He filled her glass. She had to leave in half an hour. Meeting Adrian. They were going on to the theatre.
That evening, Jack Shepherd arrived in north London.
For three months, he’d worked his way along the south coast of England. He stopped in Brighton for three days.
That week there were thunderstorms across Britain. Shepherd sat on the sea wall between the two piers, watching the rain drive into the sea. While traffic hissed behind him, he planned his future.
He walked to the station, head bowed, and caught the next train to London Victoria. He was still damp when he arrived. The Adidas bag slung over his shoulder, he walked along the dirty, wet station concourse, past the diminutive Our Price and large W. H. Smith, to the tube station.

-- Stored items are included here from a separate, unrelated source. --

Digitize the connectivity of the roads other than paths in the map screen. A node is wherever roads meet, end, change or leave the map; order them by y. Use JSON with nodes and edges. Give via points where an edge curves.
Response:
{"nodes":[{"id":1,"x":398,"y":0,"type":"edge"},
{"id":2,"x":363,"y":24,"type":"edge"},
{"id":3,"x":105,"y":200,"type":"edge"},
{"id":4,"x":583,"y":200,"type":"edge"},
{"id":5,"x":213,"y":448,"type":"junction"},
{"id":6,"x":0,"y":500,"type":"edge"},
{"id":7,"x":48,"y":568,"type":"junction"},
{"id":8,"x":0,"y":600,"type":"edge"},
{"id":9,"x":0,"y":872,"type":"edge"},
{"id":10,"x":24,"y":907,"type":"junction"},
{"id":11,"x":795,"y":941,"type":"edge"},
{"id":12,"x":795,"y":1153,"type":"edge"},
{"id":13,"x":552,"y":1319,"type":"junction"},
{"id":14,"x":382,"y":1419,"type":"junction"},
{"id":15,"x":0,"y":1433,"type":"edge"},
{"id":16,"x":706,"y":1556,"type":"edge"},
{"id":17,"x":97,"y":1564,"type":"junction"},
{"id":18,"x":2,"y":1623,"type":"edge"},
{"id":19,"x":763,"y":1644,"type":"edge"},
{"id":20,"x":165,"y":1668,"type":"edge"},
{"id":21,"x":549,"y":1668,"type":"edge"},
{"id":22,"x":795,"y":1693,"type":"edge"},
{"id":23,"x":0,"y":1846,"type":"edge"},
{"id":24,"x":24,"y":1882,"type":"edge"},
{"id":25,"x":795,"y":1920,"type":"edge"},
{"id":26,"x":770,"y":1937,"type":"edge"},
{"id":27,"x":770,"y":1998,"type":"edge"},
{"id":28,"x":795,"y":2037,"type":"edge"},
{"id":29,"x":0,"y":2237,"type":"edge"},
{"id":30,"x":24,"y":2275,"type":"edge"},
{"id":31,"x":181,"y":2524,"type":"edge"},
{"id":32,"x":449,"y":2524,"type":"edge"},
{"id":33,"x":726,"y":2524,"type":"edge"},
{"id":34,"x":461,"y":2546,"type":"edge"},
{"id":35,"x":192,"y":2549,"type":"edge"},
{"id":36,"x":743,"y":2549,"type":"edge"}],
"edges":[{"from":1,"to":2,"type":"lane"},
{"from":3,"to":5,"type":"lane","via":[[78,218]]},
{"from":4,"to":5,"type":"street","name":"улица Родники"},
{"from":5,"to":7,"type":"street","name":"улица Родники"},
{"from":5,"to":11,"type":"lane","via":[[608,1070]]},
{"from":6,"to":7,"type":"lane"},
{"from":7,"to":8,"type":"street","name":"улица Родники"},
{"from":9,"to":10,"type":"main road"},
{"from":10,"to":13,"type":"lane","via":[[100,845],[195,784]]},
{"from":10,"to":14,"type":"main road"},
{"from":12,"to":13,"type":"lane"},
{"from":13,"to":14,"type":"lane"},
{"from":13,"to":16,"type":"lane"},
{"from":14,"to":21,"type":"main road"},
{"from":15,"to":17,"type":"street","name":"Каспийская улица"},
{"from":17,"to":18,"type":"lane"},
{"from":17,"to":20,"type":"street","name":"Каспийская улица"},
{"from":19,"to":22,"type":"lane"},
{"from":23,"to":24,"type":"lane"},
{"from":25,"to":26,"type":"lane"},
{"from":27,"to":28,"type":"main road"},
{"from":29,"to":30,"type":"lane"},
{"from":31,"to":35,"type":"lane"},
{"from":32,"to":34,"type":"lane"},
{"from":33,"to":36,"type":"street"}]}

On the Victoria line northbound, he chose Finsbury Park at random and stepped off into the London night. Finsbury Park did not smell like Bristol. It smelled rich with warm rain and exhaust fumes and half-rotten fruit.
Within the first two or three minutes, he believed himself to have seen at least one representative of each ethnic group and major religion represented in Britain. This made him smile as at a grand adventure.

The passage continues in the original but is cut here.